Attractions in the vicinity of North Miami Beach include a line of popular Atlantic Ocean beaches, Ancient Spanish Monastery, Oleta River State Park, Greynolds Park, East Greynolds Park, Fulford-by-the-Sea Monument, and Aventura Mall.

North Miami Beach's has a historic 12th century medieval Spanish monastery, the St. Bernard de Clairvaux Church. This stone building around a patio, the cloisters of the Monastery of St. Bernard de Clairvaux, was built in Sacramenia, Segovia, Spain in the 12th century. It was purchased by William Randolph Hearst in the 1920s, dismantled and shipped to the United States, and reassembled after Hearst's death in North Miami Beach in the 1950s. It is a tourism attraction and a popular spot for weddings.

==Parks and recreation==
In 1966, a major accomplishment was the completion of the tennis complex and two community centers, Victory Park and Uleta Community Center.

In 1968, the Washington Park Community Center was built, and the Allen Park Youth Center was completed in 1973.

North Miami Beach expanded its parks in the 1980s as a result of the city commission making strides to benefit the community.

The city now has the Judge Arthur I. Snyder Tennis Center.
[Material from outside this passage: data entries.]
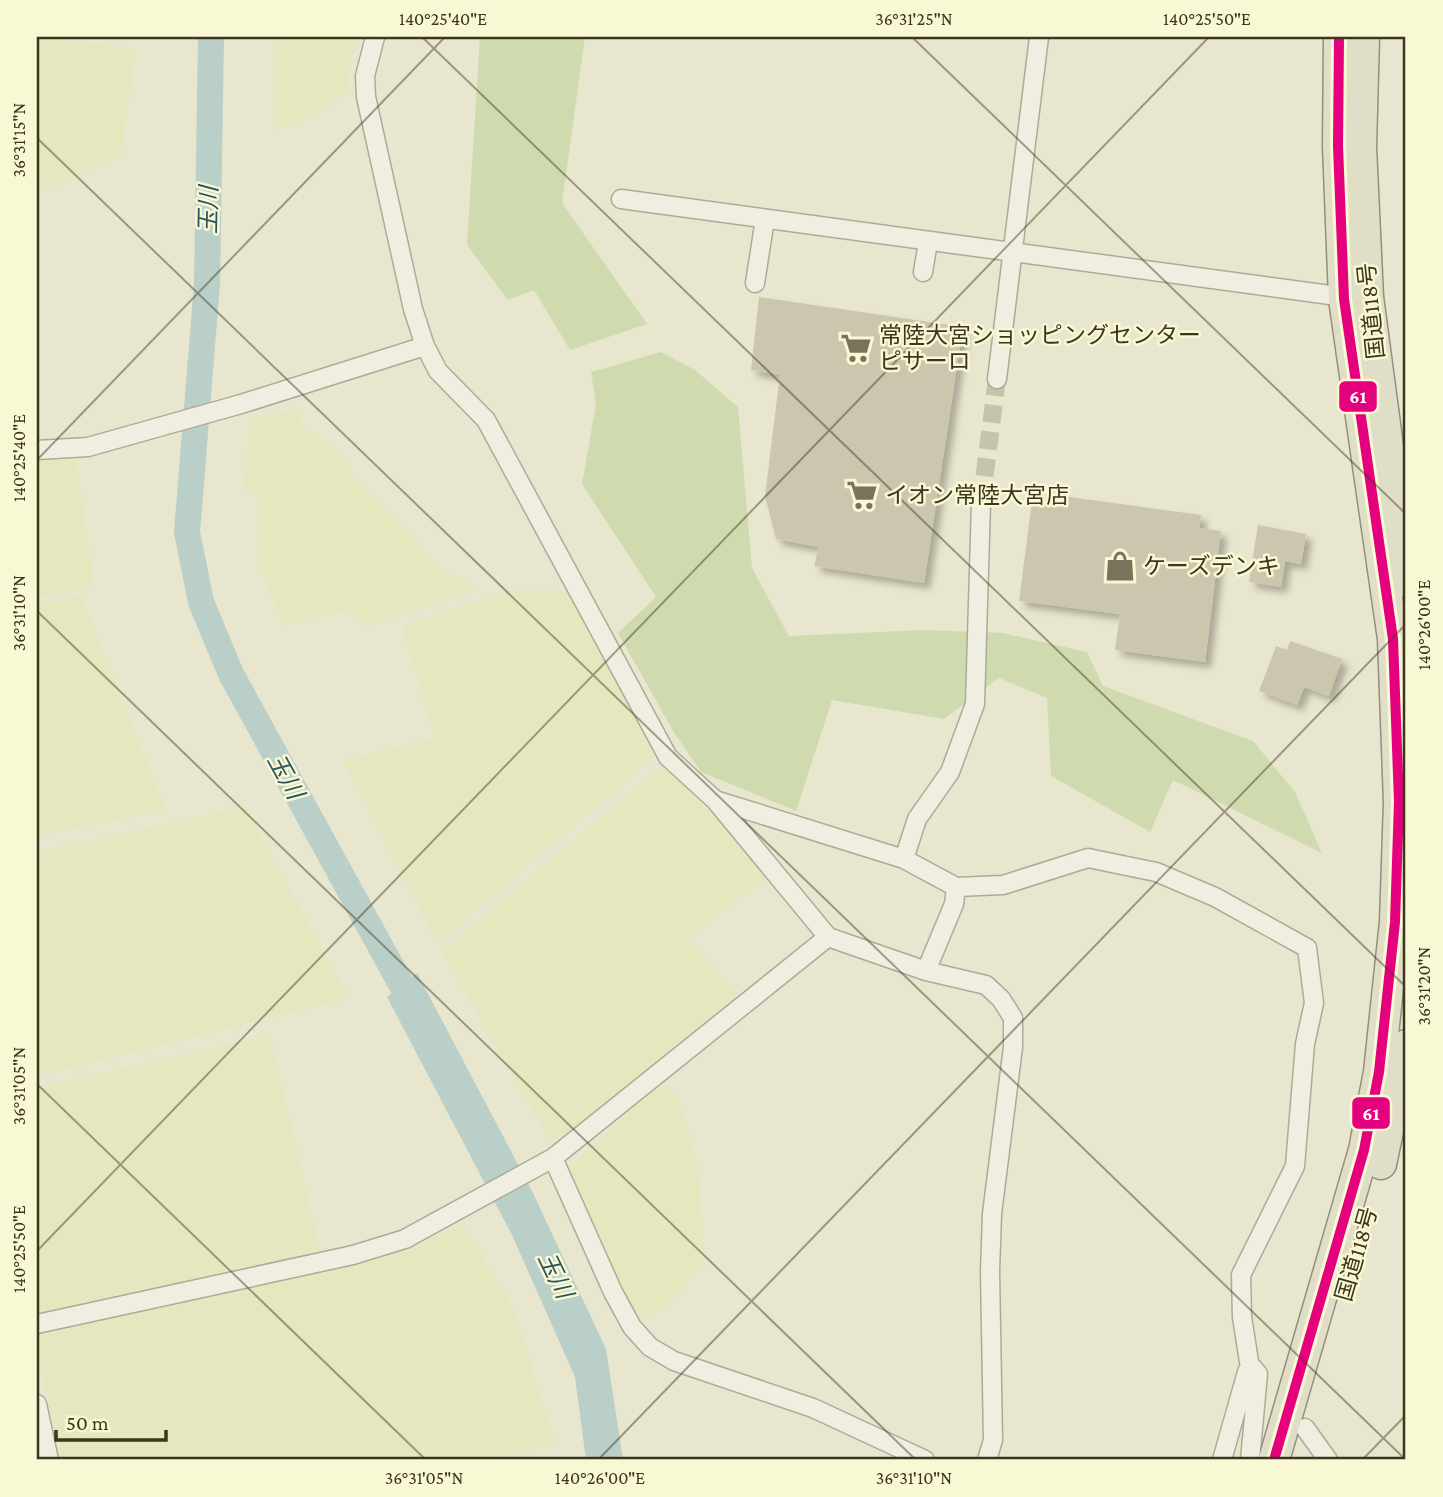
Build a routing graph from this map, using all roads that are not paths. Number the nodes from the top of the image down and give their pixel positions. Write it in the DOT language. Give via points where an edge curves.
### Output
graph roads {
  1 [pos="375,37"];
  2 [pos="1039,37"];
  3 [pos="1339,37"];
  4 [pos="1364,37"];
  5 [pos="621,199"];
  6 [pos="765,219"];
  7 [pos="928,242"];
  8 [pos="1012,253"];
  9 [pos="923,272"];
  10 [pos="755,283"];
  11 [pos="1356,298"];
  12 [pos="425,346"];
  13 [pos="997,379"];
  14 [pos="37,450"];
  15 [pos="981,503"];
  16 [pos="1406,582"];
  17 [pos="715,800"];
  18 [pos="904,859"];
  19 [pos="956,887"];
  20 [pos="1401,923"];
  21 [pos="828,937"];
  22 [pos="926,971"];
  23 [pos="1406,1045"];
  24 [pos="553,1158"];
  25 [pos="37,1324"];
  26 [pos="1250,1368"];
  27 [pos="37,1404"];
  28 [pos="1305,1428"];
  29 [pos="49,1460"];
  30 [pos="925,1460"];
  31 [pos="987,1460"];
  32 [pos="1222,1460"];
  33 [pos="1251,1460"];
  34 [pos="1274,1460"];
  35 [pos="1294,1460"];
  36 [pos="1328,1460"];
  1 -- 12 [label="street" via="365,76 366,97"];
  2 -- 8 [label="street"];
  3 -- 11 [label="highway, 国道118号" via="1338,146"];
  4 -- 11 [label="highway, 国道118号"];
  5 -- 6 [label="street"];
  6 -- 7 [label="street"];
  6 -- 10 [label="street"];
  7 -- 8 [label="street"];
  7 -- 9 [label="street"];
  8 -- 11 [label="street"];
  8 -- 13 [label="street"];
  11 -- 16 [label="highway, 国道118号"];
  11 -- 20 [label="highway, 国道118号" via="1393,639"];
  12 -- 14 [label="street" via="88,447"];
  12 -- 17 [label="street" via="438,371 486,420 668,757"];
  15 -- 18 [label="street" via="975,704 950,772 917,819"];
  17 -- 18 [label="street"];
  17 -- 21 [label="street"];
  18 -- 19 [label="street"];
  19 -- 22 [label="street" via="954,904"];
  19 -- 26 [label="street" via="1003,885 1088,858 1156,872 1215,897 1307,948 1314,1003 1305,1044 1294,1166 1241,1275"];
  20 -- 34 [label="highway, 国道118号" via="1364,1150"];
  21 -- 22 [label="street"];
  21 -- 24 [label="street"];
  22 -- 31 [label="street" via="986,985 1013,1018 992,1214 993,1440"];
  23 -- 28 [label="highway, 国道118号" via="1380,1168"];
  24 -- 25 [label="street" via="405,1240"];
  24 -- 30 [label="street" via="613,1292 632,1327 650,1347 674,1361 813,1408"];
  26 -- 32 [label="street"];
  26 -- 33 [label="street" via="1258,1374"];
  27 -- 29 [label="street"];
  28 -- 35 [label="highway, 国道118号"];
  28 -- 36 [label="street"];
}
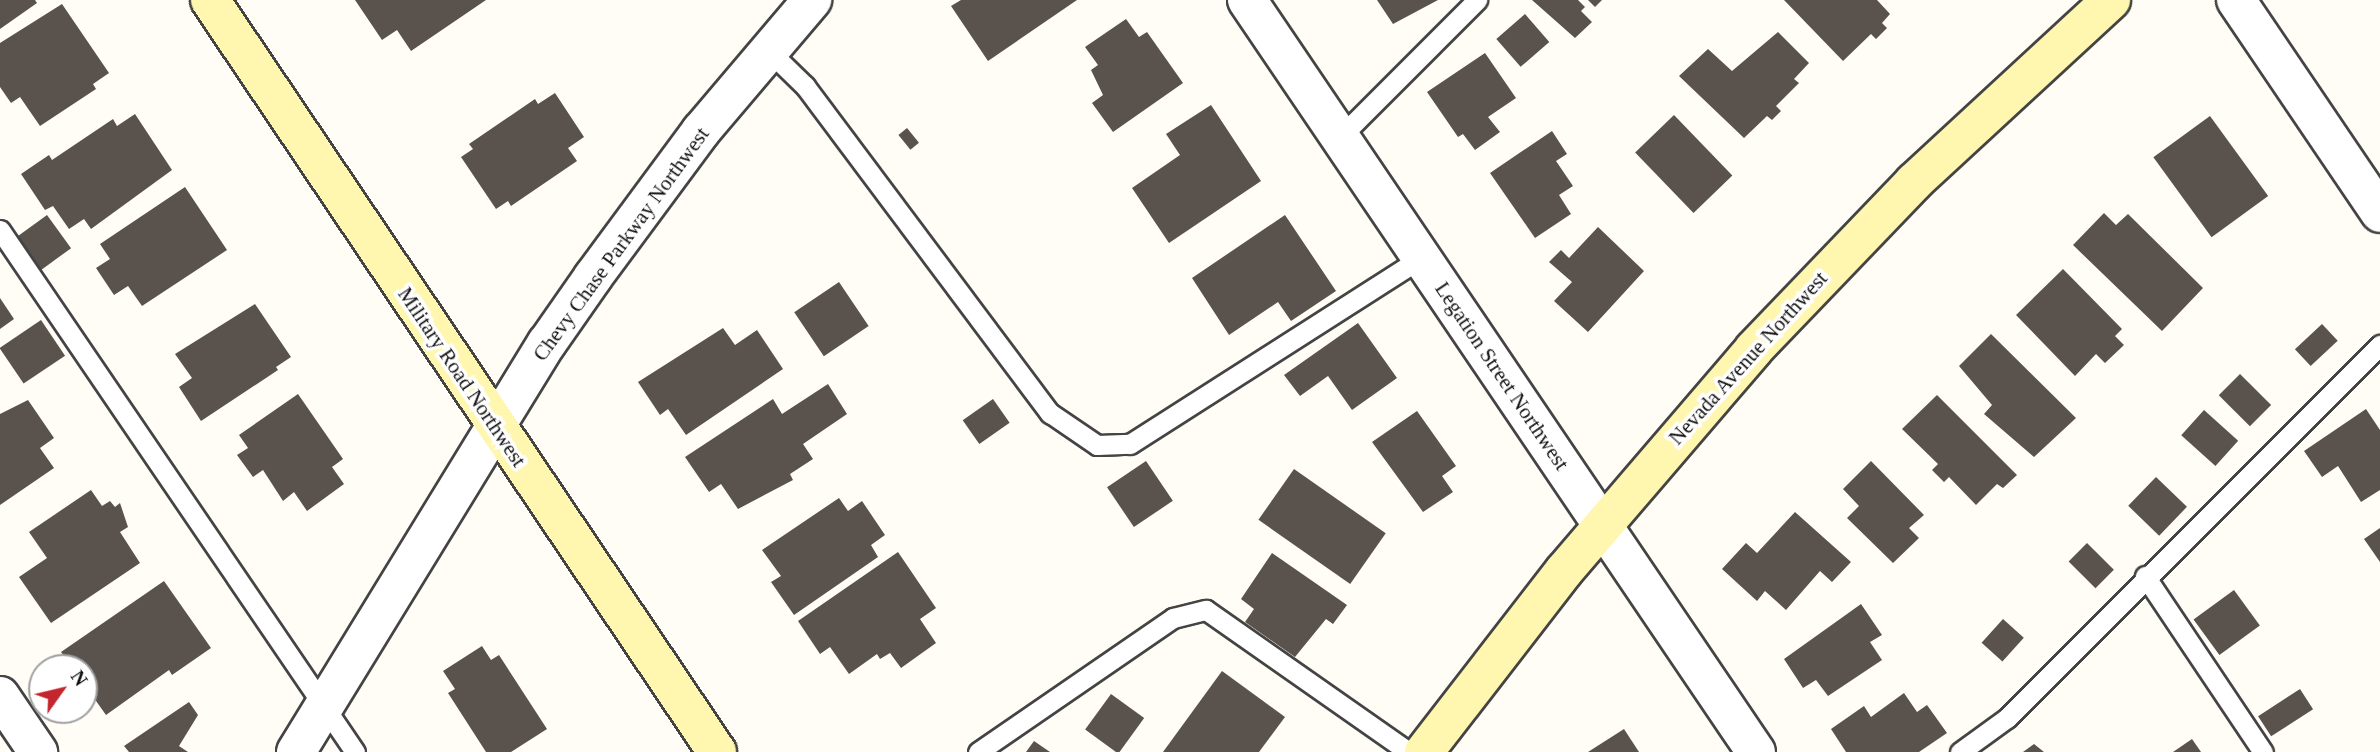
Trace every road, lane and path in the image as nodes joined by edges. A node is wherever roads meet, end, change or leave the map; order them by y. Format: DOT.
graph roads {
  1 [pos="210,0"];
  2 [pos="812,0"];
  3 [pos="1247,0"];
  4 [pos="1477,0"];
  5 [pos="2111,0"];
  6 [pos="2236,0"];
  7 [pos="768,50"];
  8 [pos="1340,137"];
  9 [pos="2380,213"];
  10 [pos="0,230"];
  11 [pos="1422,257"];
  12 [pos="2380,345"];
  13 [pos="497,428"];
  14 [pos="1603,524"];
  15 [pos="2145,576"];
  16 [pos="0,696"];
  17 [pos="324,707"];
  18 [pos="38,752"];
  19 [pos="296,752"];
  20 [pos="355,752"];
  21 [pos="717,752"];
  22 [pos="978,752"];
  23 [pos="1409,752"];
  24 [pos="1424,752"];
  25 [pos="1756,752"];
  26 [pos="1960,752"];
  27 [pos="2263,752"];
  1 -- 13 [label="street, Military Road Northwest"];
  2 -- 7 [label="street, Chevy Chase Parkway Northwest"];
  3 -- 8 [label="street, Legation Street Northwest"];
  4 -- 8 [label="lane"];
  5 -- 14 [label="street, Nevada Avenue Northwest"];
  6 -- 9 [label="street"];
  7 -- 11 [label="lane"];
  7 -- 13 [label="street, Chevy Chase Parkway Northwest"];
  8 -- 11 [label="street, Legation Street Northwest"];
  10 -- 17 [label="lane"];
  11 -- 14 [label="street, Legation Street Northwest"];
  12 -- 15 [label="lane"];
  13 -- 17 [label="street, Chevy Chase Parkway Northwest"];
  13 -- 21 [label="street, Military Road Northwest"];
  14 -- 24 [label="street, Nevada Avenue Northwest"];
  14 -- 25 [label="street, Legation Street Northwest"];
  15 -- 26 [label="lane"];
  15 -- 27 [label="lane"];
  16 -- 18 [label="street"];
  17 -- 19 [label="street, Chevy Chase Parkway Northwest"];
  17 -- 20 [label="lane"];
  22 -- 23 [label="lane"];
}
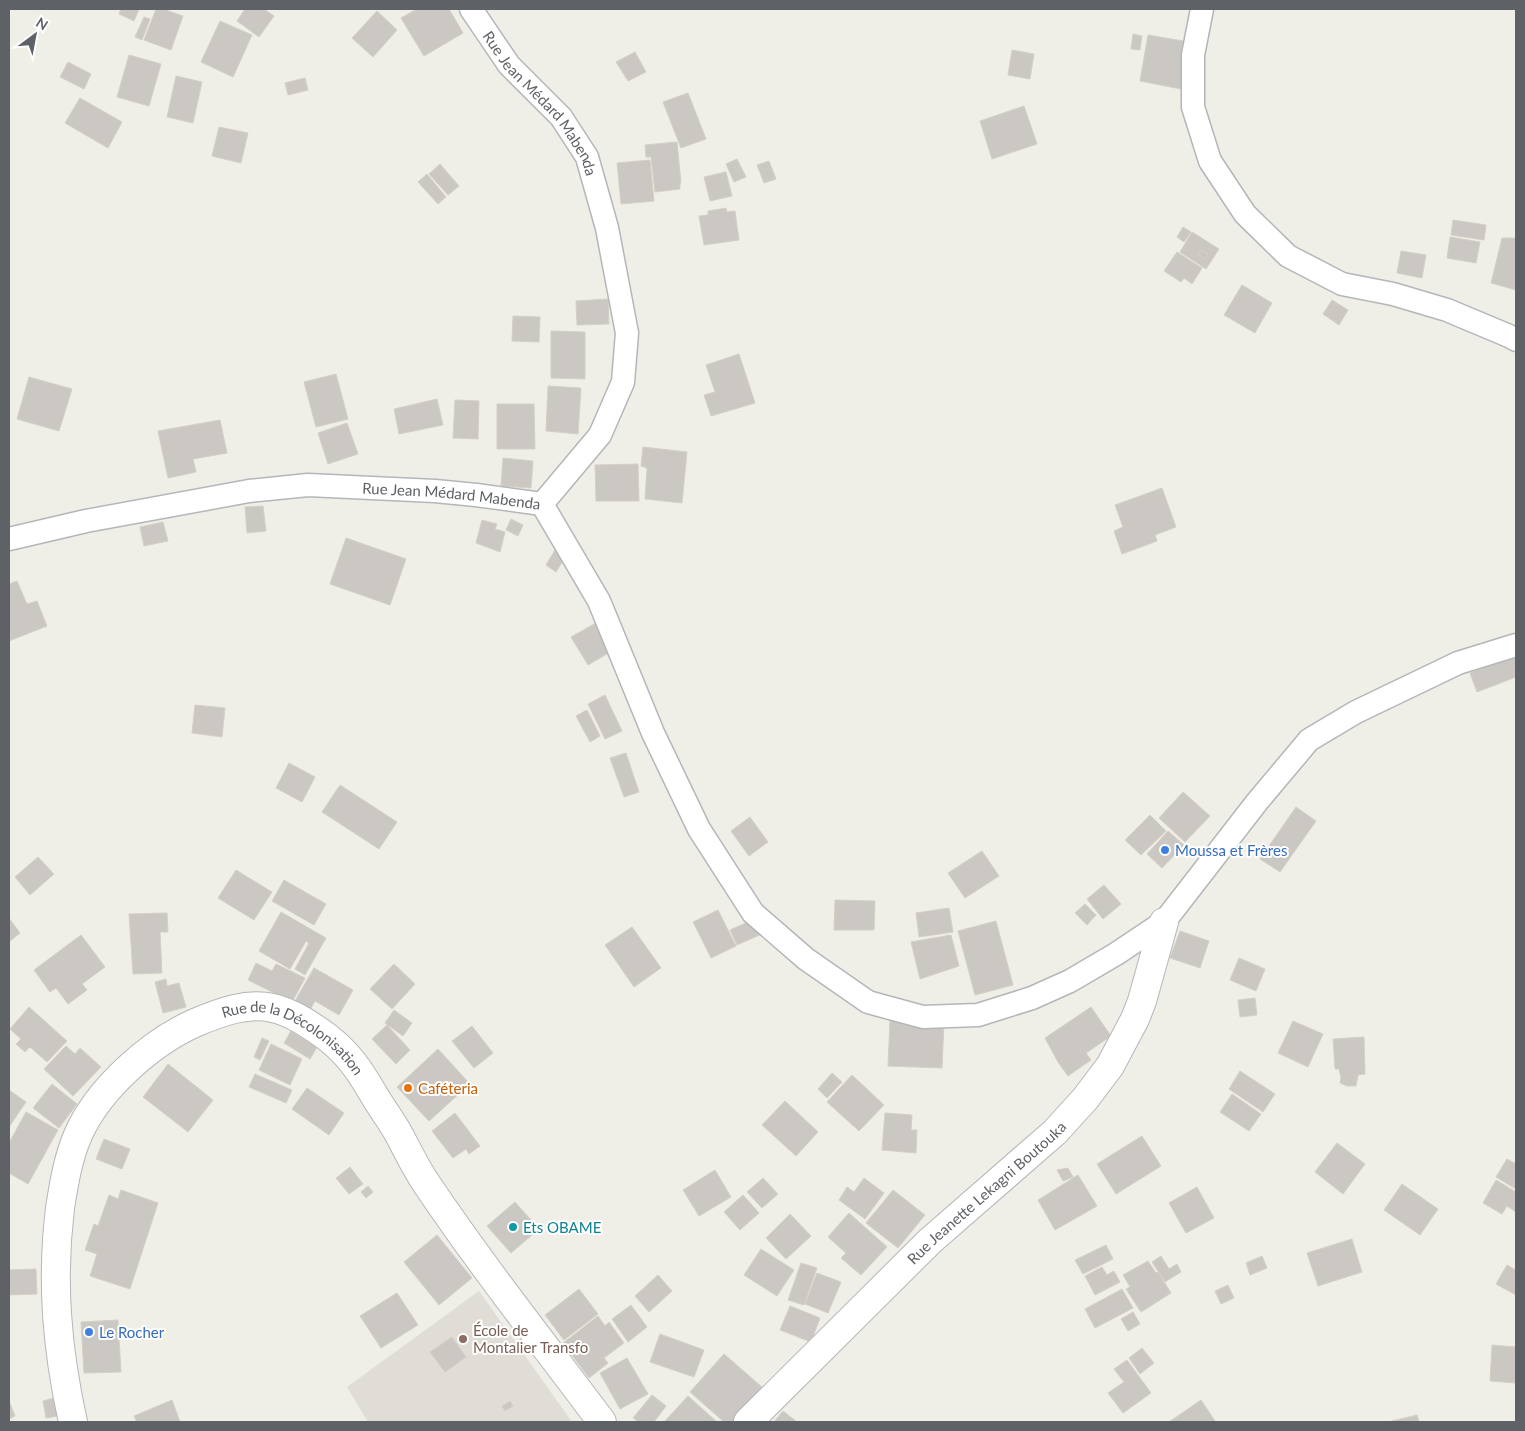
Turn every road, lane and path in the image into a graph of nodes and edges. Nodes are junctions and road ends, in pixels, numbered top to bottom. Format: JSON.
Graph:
{"nodes":[{"id":1,"x":471,"y":9,"type":"edge"},
{"id":2,"x":1202,"y":9,"type":"edge"},
{"id":3,"x":1516,"y":340,"type":"edge"},
{"id":4,"x":542,"y":504,"type":"junction"},
{"id":5,"x":9,"y":538,"type":"edge"},
{"id":6,"x":1516,"y":645,"type":"edge"},
{"id":7,"x":1164,"y":922,"type":"junction"},
{"id":8,"x":73,"y":1422,"type":"edge"},
{"id":9,"x":602,"y":1422,"type":"edge"},
{"id":10,"x":748,"y":1422,"type":"edge"}],
"edges":[{"from":1,"to":4,"type":"street","name":"Rue Jean Médard Mabenda"},
{"from":2,"to":3,"type":"street"},
{"from":4,"to":5,"type":"street","name":"Rue Jean Médard Mabenda"},
{"from":4,"to":7,"type":"street"},
{"from":6,"to":7,"type":"street"},
{"from":7,"to":10,"type":"street","name":"Rue Jeanette Lekagni Boutouka"},
{"from":8,"to":9,"type":"street","name":"Rue de la Décolonisation"}]}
It includes twelve lighted clay Hydrogrid tennis courts, six lighted lay-kold hard tennis courts, four racquetball courts, and two paddleball courts. The center also has a clubhouse and pro-shop, a picnic area, and lounge and shower facilities.

==Government and infrastructure==
North Miami Beach is governed by a commission-manager system in the form of a Mayor, Commission, and a professional City Manager. In this type of a government, commission members are the leaders and policy makers in the community. This form of government was implemented in 1958, after a new charter was voted on.

The mayor is elected citywide and serves up to two consecutive two-year terms.

There is an elected mayor and six-member city commission, with the city manager, city clerk, and city attorney being appointed positions that are responsible for implementing the policies of the city commission.

The Federal Bureau of Investigation (FBI) Miami field office was previously in North Miami Beach. It moved to Miramar on December 8, 2014.

In 1993, in an effort to promote neighborhood stability throughout the city, North Miami Beach built a state-of-the-art police station and redeveloped infrastructure in the Government Center neighborhood.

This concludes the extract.